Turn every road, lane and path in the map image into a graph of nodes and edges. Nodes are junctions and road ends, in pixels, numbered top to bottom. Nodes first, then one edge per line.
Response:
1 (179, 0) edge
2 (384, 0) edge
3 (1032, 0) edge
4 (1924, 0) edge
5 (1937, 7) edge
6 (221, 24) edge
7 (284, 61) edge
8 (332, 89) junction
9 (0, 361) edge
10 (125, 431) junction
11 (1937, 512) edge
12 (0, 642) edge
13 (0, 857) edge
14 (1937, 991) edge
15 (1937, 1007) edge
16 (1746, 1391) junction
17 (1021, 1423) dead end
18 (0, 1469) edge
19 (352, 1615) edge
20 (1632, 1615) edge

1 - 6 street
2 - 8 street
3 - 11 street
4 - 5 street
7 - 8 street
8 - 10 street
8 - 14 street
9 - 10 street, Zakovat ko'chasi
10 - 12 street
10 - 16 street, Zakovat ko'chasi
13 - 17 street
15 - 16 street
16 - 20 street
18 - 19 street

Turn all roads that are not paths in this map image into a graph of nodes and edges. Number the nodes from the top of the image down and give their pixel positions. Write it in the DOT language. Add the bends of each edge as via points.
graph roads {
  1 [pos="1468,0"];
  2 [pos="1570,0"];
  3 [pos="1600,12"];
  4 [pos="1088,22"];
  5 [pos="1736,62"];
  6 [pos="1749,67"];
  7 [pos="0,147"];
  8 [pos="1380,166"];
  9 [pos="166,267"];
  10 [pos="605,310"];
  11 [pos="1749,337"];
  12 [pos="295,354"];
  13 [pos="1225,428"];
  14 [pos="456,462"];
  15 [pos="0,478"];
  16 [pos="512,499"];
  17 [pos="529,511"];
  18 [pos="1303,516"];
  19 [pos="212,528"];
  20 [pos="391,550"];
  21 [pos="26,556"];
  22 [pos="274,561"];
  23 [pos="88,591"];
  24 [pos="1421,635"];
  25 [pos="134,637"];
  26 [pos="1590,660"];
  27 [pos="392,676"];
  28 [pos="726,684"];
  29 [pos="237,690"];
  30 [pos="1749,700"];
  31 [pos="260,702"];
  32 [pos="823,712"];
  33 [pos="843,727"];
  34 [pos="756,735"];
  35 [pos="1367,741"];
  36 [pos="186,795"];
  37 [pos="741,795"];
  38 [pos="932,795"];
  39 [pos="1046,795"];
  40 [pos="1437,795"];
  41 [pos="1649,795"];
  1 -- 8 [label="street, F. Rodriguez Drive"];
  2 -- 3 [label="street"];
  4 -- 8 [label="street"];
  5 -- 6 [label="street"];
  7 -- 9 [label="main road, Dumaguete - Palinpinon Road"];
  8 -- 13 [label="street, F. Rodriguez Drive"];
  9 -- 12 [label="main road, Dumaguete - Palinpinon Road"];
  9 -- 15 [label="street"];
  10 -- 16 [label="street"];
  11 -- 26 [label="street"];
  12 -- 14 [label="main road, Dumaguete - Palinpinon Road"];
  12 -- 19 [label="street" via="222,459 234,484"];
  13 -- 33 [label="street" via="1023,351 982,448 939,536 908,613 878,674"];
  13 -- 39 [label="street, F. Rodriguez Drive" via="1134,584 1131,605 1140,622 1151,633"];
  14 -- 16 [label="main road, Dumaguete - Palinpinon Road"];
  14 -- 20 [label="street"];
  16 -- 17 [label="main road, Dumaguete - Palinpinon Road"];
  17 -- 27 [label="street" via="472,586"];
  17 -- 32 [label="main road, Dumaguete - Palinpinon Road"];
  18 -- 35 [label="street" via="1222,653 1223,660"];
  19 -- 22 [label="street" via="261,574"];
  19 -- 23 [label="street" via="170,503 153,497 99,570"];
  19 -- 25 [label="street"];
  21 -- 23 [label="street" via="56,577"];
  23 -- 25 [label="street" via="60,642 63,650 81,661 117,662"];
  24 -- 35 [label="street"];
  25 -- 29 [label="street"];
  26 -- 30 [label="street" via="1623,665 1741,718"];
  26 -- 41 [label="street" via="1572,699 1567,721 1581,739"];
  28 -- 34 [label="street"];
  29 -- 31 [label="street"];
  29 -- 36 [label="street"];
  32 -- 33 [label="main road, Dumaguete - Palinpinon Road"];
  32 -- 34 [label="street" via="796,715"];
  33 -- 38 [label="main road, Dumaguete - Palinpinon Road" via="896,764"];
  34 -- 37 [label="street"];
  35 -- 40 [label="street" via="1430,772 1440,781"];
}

_ _ _ _ _

TASK GOAL:
Repeat the listing above without any change.

SOLUTION:
Turn every road, lane and path in the map image into a graph of nodes and edges. Nodes are junctions and road ends, in pixels, numbered top to bottom. Nodes first, then one edge per line.
Response:
1 (179, 0) edge
2 (384, 0) edge
3 (1032, 0) edge
4 (1924, 0) edge
5 (1937, 7) edge
6 (221, 24) edge
7 (284, 61) edge
8 (332, 89) junction
9 (0, 361) edge
10 (125, 431) junction
11 (1937, 512) edge
12 (0, 642) edge
13 (0, 857) edge
14 (1937, 991) edge
15 (1937, 1007) edge
16 (1746, 1391) junction
17 (1021, 1423) dead end
18 (0, 1469) edge
19 (352, 1615) edge
20 (1632, 1615) edge

1 - 6 street
2 - 8 street
3 - 11 street
4 - 5 street
7 - 8 street
8 - 10 street
8 - 14 street
9 - 10 street, Zakovat ko'chasi
10 - 12 street
10 - 16 street, Zakovat ko'chasi
13 - 17 street
15 - 16 street
16 - 20 street
18 - 19 street

Turn all roads that are not paths in this map image into a graph of nodes and edges. Number the nodes from the top of the image down and give their pixel positions. Write it in the DOT language. Add the bends of each edge as via points.
graph roads {
  1 [pos="1468,0"];
  2 [pos="1570,0"];
  3 [pos="1600,12"];
  4 [pos="1088,22"];
  5 [pos="1736,62"];
  6 [pos="1749,67"];
  7 [pos="0,147"];
  8 [pos="1380,166"];
  9 [pos="166,267"];
  10 [pos="605,310"];
  11 [pos="1749,337"];
  12 [pos="295,354"];
  13 [pos="1225,428"];
  14 [pos="456,462"];
  15 [pos="0,478"];
  16 [pos="512,499"];
  17 [pos="529,511"];
  18 [pos="1303,516"];
  19 [pos="212,528"];
  20 [pos="391,550"];
  21 [pos="26,556"];
  22 [pos="274,561"];
  23 [pos="88,591"];
  24 [pos="1421,635"];
  25 [pos="134,637"];
  26 [pos="1590,660"];
  27 [pos="392,676"];
  28 [pos="726,684"];
  29 [pos="237,690"];
  30 [pos="1749,700"];
  31 [pos="260,702"];
  32 [pos="823,712"];
  33 [pos="843,727"];
  34 [pos="756,735"];
  35 [pos="1367,741"];
  36 [pos="186,795"];
  37 [pos="741,795"];
  38 [pos="932,795"];
  39 [pos="1046,795"];
  40 [pos="1437,795"];
  41 [pos="1649,795"];
  1 -- 8 [label="street, F. Rodriguez Drive"];
  2 -- 3 [label="street"];
  4 -- 8 [label="street"];
  5 -- 6 [label="street"];
  7 -- 9 [label="main road, Dumaguete - Palinpinon Road"];
  8 -- 13 [label="street, F. Rodriguez Drive"];
  9 -- 12 [label="main road, Dumaguete - Palinpinon Road"];
  9 -- 15 [label="street"];
  10 -- 16 [label="street"];
  11 -- 26 [label="street"];
  12 -- 14 [label="main road, Dumaguete - Palinpinon Road"];
  12 -- 19 [label="street" via="222,459 234,484"];
  13 -- 33 [label="street" via="1023,351 982,448 939,536 908,613 878,674"];
  13 -- 39 [label="street, F. Rodriguez Drive" via="1134,584 1131,605 1140,622 1151,633"];
  14 -- 16 [label="main road, Dumaguete - Palinpinon Road"];
  14 -- 20 [label="street"];
  16 -- 17 [label="main road, Dumaguete - Palinpinon Road"];
  17 -- 27 [label="street" via="472,586"];
  17 -- 32 [label="main road, Dumaguete - Palinpinon Road"];
  18 -- 35 [label="street" via="1222,653 1223,660"];
  19 -- 22 [label="street" via="261,574"];
  19 -- 23 [label="street" via="170,503 153,497 99,570"];
  19 -- 25 [label="street"];
  21 -- 23 [label="street" via="56,577"];
  23 -- 25 [label="street" via="60,642 63,650 81,661 117,662"];
  24 -- 35 [label="street"];
  25 -- 29 [label="street"];
  26 -- 30 [label="street" via="1623,665 1741,718"];
  26 -- 41 [label="street" via="1572,699 1567,721 1581,739"];
  28 -- 34 [label="street"];
  29 -- 31 [label="street"];
  29 -- 36 [label="street"];
  32 -- 33 [label="main road, Dumaguete - Palinpinon Road"];
  32 -- 34 [label="street" via="796,715"];
  33 -- 38 [label="main road, Dumaguete - Palinpinon Road" via="896,764"];
  34 -- 37 [label="street"];
  35 -- 40 [label="street" via="1430,772 1440,781"];
}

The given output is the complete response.